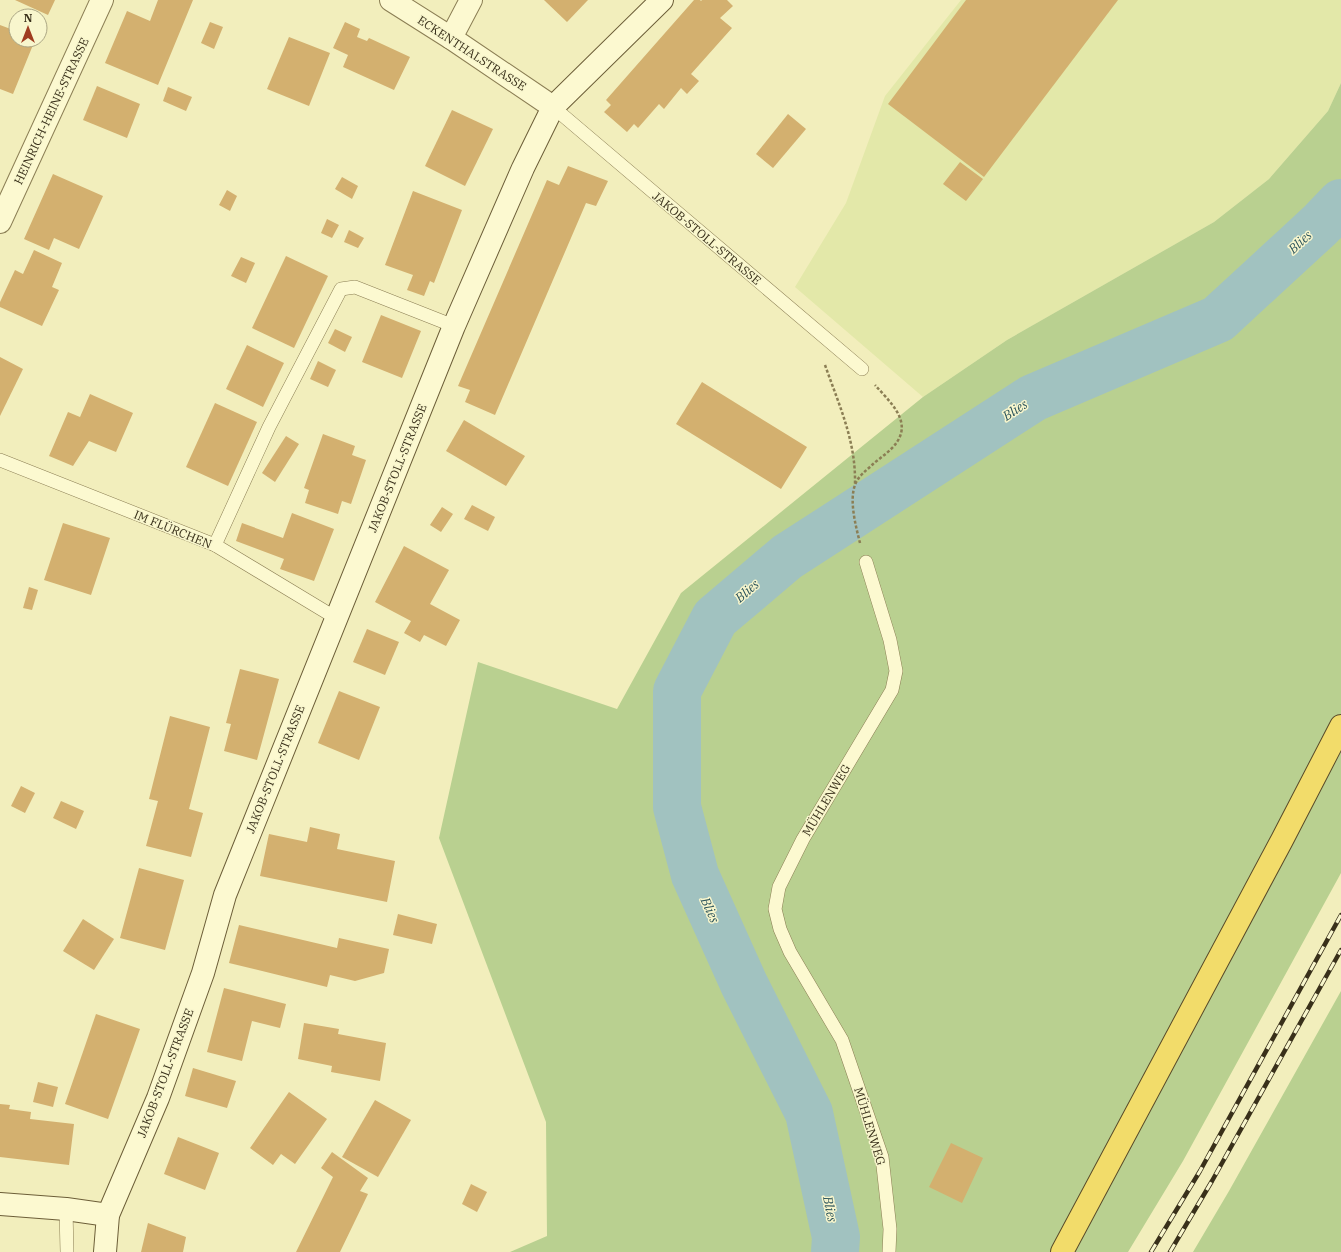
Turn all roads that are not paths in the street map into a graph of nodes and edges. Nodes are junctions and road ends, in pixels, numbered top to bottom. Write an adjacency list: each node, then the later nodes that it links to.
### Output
1 (102, 0): 7 (main road, HEINRICH-HEINE-STRASSE)
2 (391, 0): 5 (main road, ECKENTHALSTRASSE)
3 (471, 0): 5 (main road)
4 (662, 0): 6 (main road, JAKOB-STOLL-STRASSE)
5 (451, 38): 6 (main road, ECKENTHALSTRASSE)
6 (553, 107): 8 (main road, JAKOB-STOLL-STRASSE); 9 (lane, JAKOB-STOLL-STRASSE)
7 (0, 222)
8 (454, 326): 11 (lane); 13 (main road, JAKOB-STOLL-STRASSE)
9 (862, 369)
10 (0, 460): 11 (lane, IM FLÜRCHEN)
11 (215, 545): 13 (lane, IM FLÜRCHEN)
12 (866, 562): 20 (lane, MÜHLENWEG)
13 (336, 618): 17 (main road, JAKOB-STOLL-STRASSE)
14 (1341, 726): 21 (highway)
15 (0, 1204): 16 (main road)
16 (66, 1209): 17 (main road); 18 (lane)
17 (108, 1215): 19 (main road, JAKOB-STOLL-STRASSE)
18 (66, 1252)
19 (105, 1252)
20 (889, 1252)
21 (1062, 1252)

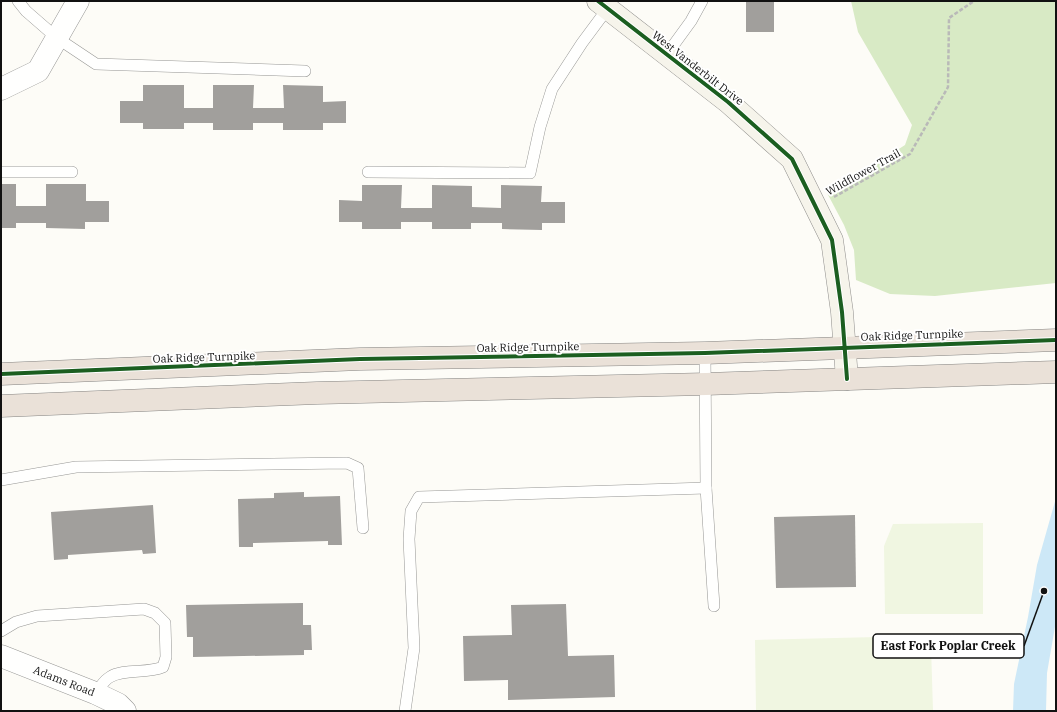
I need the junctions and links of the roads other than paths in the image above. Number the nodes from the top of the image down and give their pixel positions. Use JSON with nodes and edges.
{"nodes":[{"id":1,"x":18,"y":1,"type":"edge"},
{"id":2,"x":78,"y":1,"type":"edge"},
{"id":3,"x":702,"y":1,"type":"edge"},
{"id":4,"x":603,"y":5,"type":"edge"},
{"id":5,"x":57,"y":38,"type":"junction"},
{"id":6,"x":667,"y":54,"type":"junction"},
{"id":7,"x":305,"y":71,"type":"dead end"},
{"id":8,"x":1,"y":89,"type":"edge"},
{"id":9,"x":1,"y":172,"type":"edge"},
{"id":10,"x":72,"y":172,"type":"dead end"},
{"id":11,"x":368,"y":172,"type":"dead end"},
{"id":12,"x":1046,"y":340,"type":"edge"},
{"id":13,"x":844,"y":346,"type":"junction"},
{"id":14,"x":705,"y":353,"type":"junction"},
{"id":15,"x":1046,"y":373,"type":"edge"},
{"id":16,"x":1,"y":374,"type":"edge"},
{"id":17,"x":847,"y":379,"type":"junction"},
{"id":18,"x":706,"y":384,"type":"junction"},
{"id":19,"x":1,"y":406,"type":"edge"},
{"id":20,"x":1,"y":480,"type":"edge"},
{"id":21,"x":706,"y":488,"type":"junction"},
{"id":22,"x":363,"y":528,"type":"dead end"},
{"id":23,"x":714,"y":606,"type":"dead end"},
{"id":24,"x":1,"y":631,"type":"edge"},
{"id":25,"x":1,"y":656,"type":"edge"},
{"id":26,"x":95,"y":693,"type":"junction"},
{"id":27,"x":125,"y":711,"type":"edge"},
{"id":28,"x":405,"y":711,"type":"edge"}],
"edges":[{"from":1,"to":5,"type":"lane"},
{"from":2,"to":5,"type":"street"},
{"from":3,"to":6,"type":"lane"},
{"from":4,"to":6,"type":"street","name":"West Vanderbilt Drive"},
{"from":4,"to":11,"type":"lane"},
{"from":5,"to":7,"type":"lane"},
{"from":5,"to":8,"type":"street"},
{"from":6,"to":13,"type":"street","name":"West Vanderbilt Drive"},
{"from":9,"to":10,"type":"lane"},
{"from":12,"to":13,"type":"highway","name":"Oak Ridge Turnpike"},
{"from":13,"to":14,"type":"highway","name":"Oak Ridge Turnpike"},
{"from":13,"to":17,"type":"street","name":"West Vanderbilt Drive"},
{"from":14,"to":16,"type":"highway","name":"Oak Ridge Turnpike"},
{"from":14,"to":18,"type":"lane"},
{"from":15,"to":17,"type":"highway"},
{"from":17,"to":18,"type":"highway"},
{"from":18,"to":19,"type":"highway"},
{"from":18,"to":21,"type":"lane"},
{"from":20,"to":22,"type":"lane"},
{"from":21,"to":23,"type":"lane"},
{"from":21,"to":28,"type":"lane"},
{"from":24,"to":26,"type":"lane"},
{"from":25,"to":26,"type":"street","name":"Adams Road"},
{"from":26,"to":27,"type":"street","name":"Adams Road"}]}
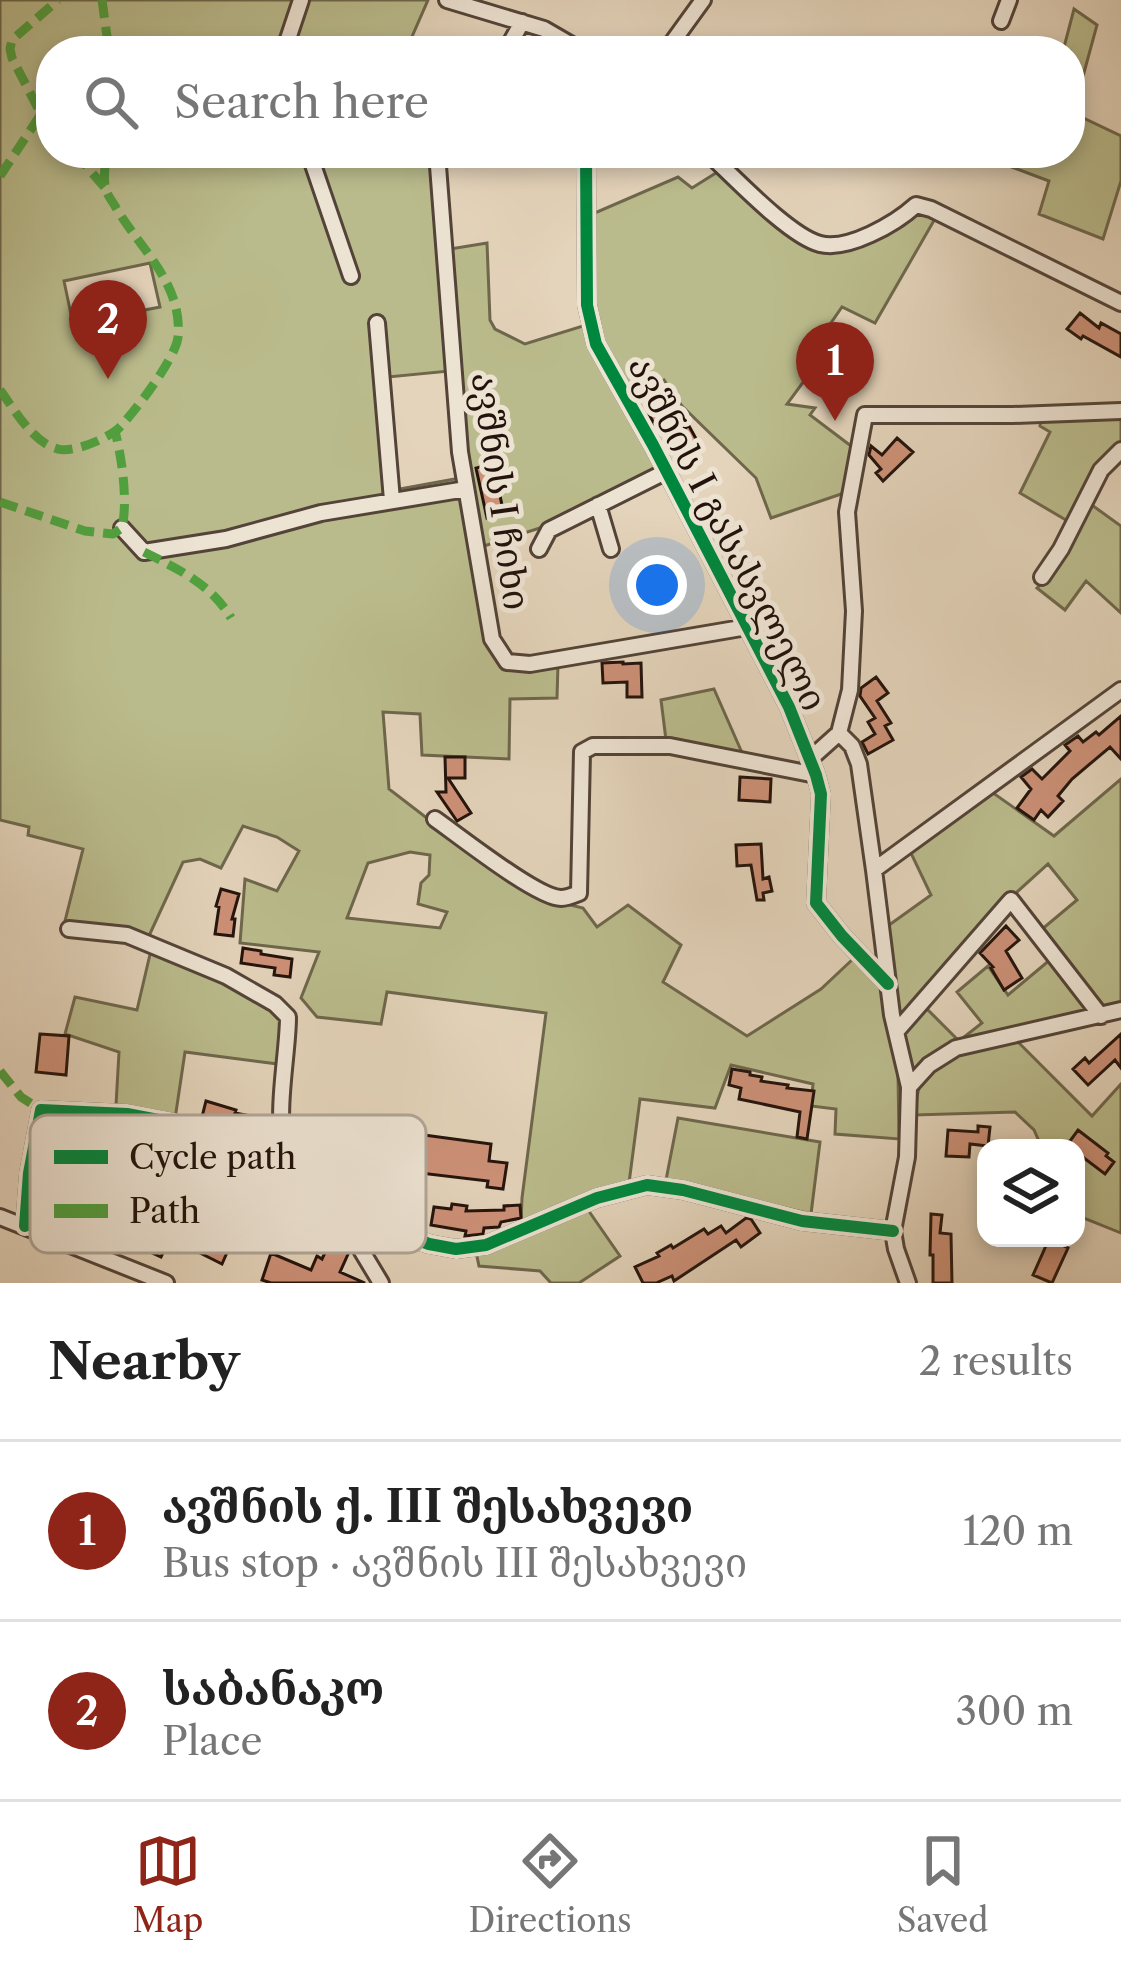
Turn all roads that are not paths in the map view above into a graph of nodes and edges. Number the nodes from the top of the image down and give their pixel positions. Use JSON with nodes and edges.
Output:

● ● ● ●

Omitting all pictures, give the preceding listing again exactly.

■ Response to the exercise ■
Turn all roads that are not paths in the street map into a graph of nodes and edges. Nodes are junctions and road ends, in pixels, numbered top to bottom. Write an adjacency list: each node, then the later nodes that it links to.
### Output
1 (102, 0): 7 (main road, HEINRICH-HEINE-STRASSE)
2 (391, 0): 5 (main road, ECKENTHALSTRASSE)
3 (471, 0): 5 (main road)
4 (662, 0): 6 (main road, JAKOB-STOLL-STRASSE)
5 (451, 38): 6 (main road, ECKENTHALSTRASSE)
6 (553, 107): 8 (main road, JAKOB-STOLL-STRASSE); 9 (lane, JAKOB-STOLL-STRASSE)
7 (0, 222)
8 (454, 326): 11 (lane); 13 (main road, JAKOB-STOLL-STRASSE)
9 (862, 369)
10 (0, 460): 11 (lane, IM FLÜRCHEN)
11 (215, 545): 13 (lane, IM FLÜRCHEN)
12 (866, 562): 20 (lane, MÜHLENWEG)
13 (336, 618): 17 (main road, JAKOB-STOLL-STRASSE)
14 (1341, 726): 21 (highway)
15 (0, 1204): 16 (main road)
16 (66, 1209): 17 (main road); 18 (lane)
17 (108, 1215): 19 (main road, JAKOB-STOLL-STRASSE)
18 (66, 1252)
19 (105, 1252)
20 (889, 1252)
21 (1062, 1252)

I need the junctions and links of the roads other than paths in the image above. Number the nodes from the top of the image down and give their pixel positions. Use JSON with nodes and edges.
{"nodes":[{"id":1,"x":18,"y":1,"type":"edge"},
{"id":2,"x":78,"y":1,"type":"edge"},
{"id":3,"x":702,"y":1,"type":"edge"},
{"id":4,"x":603,"y":5,"type":"edge"},
{"id":5,"x":57,"y":38,"type":"junction"},
{"id":6,"x":667,"y":54,"type":"junction"},
{"id":7,"x":305,"y":71,"type":"dead end"},
{"id":8,"x":1,"y":89,"type":"edge"},
{"id":9,"x":1,"y":172,"type":"edge"},
{"id":10,"x":72,"y":172,"type":"dead end"},
{"id":11,"x":368,"y":172,"type":"dead end"},
{"id":12,"x":1046,"y":340,"type":"edge"},
{"id":13,"x":844,"y":346,"type":"junction"},
{"id":14,"x":705,"y":353,"type":"junction"},
{"id":15,"x":1046,"y":373,"type":"edge"},
{"id":16,"x":1,"y":374,"type":"edge"},
{"id":17,"x":847,"y":379,"type":"junction"},
{"id":18,"x":706,"y":384,"type":"junction"},
{"id":19,"x":1,"y":406,"type":"edge"},
{"id":20,"x":1,"y":480,"type":"edge"},
{"id":21,"x":706,"y":488,"type":"junction"},
{"id":22,"x":363,"y":528,"type":"dead end"},
{"id":23,"x":714,"y":606,"type":"dead end"},
{"id":24,"x":1,"y":631,"type":"edge"},
{"id":25,"x":1,"y":656,"type":"edge"},
{"id":26,"x":95,"y":693,"type":"junction"},
{"id":27,"x":125,"y":711,"type":"edge"},
{"id":28,"x":405,"y":711,"type":"edge"}],
"edges":[{"from":1,"to":5,"type":"lane"},
{"from":2,"to":5,"type":"street"},
{"from":3,"to":6,"type":"lane"},
{"from":4,"to":6,"type":"street","name":"West Vanderbilt Drive"},
{"from":4,"to":11,"type":"lane"},
{"from":5,"to":7,"type":"lane"},
{"from":5,"to":8,"type":"street"},
{"from":6,"to":13,"type":"street","name":"West Vanderbilt Drive"},
{"from":9,"to":10,"type":"lane"},
{"from":12,"to":13,"type":"highway","name":"Oak Ridge Turnpike"},
{"from":13,"to":14,"type":"highway","name":"Oak Ridge Turnpike"},
{"from":13,"to":17,"type":"street","name":"West Vanderbilt Drive"},
{"from":14,"to":16,"type":"highway","name":"Oak Ridge Turnpike"},
{"from":14,"to":18,"type":"lane"},
{"from":15,"to":17,"type":"highway"},
{"from":17,"to":18,"type":"highway"},
{"from":18,"to":19,"type":"highway"},
{"from":18,"to":21,"type":"lane"},
{"from":20,"to":22,"type":"lane"},
{"from":21,"to":23,"type":"lane"},
{"from":21,"to":28,"type":"lane"},
{"from":24,"to":26,"type":"lane"},
{"from":25,"to":26,"type":"street","name":"Adams Road"},
{"from":26,"to":27,"type":"street","name":"Adams Road"}]}
Turn all roads that are not paths in the map view above into a graph of nodes and edges. Number the nodes from the top of the image down and give their pixel positions. Use JSON with nodes and edges.
Output:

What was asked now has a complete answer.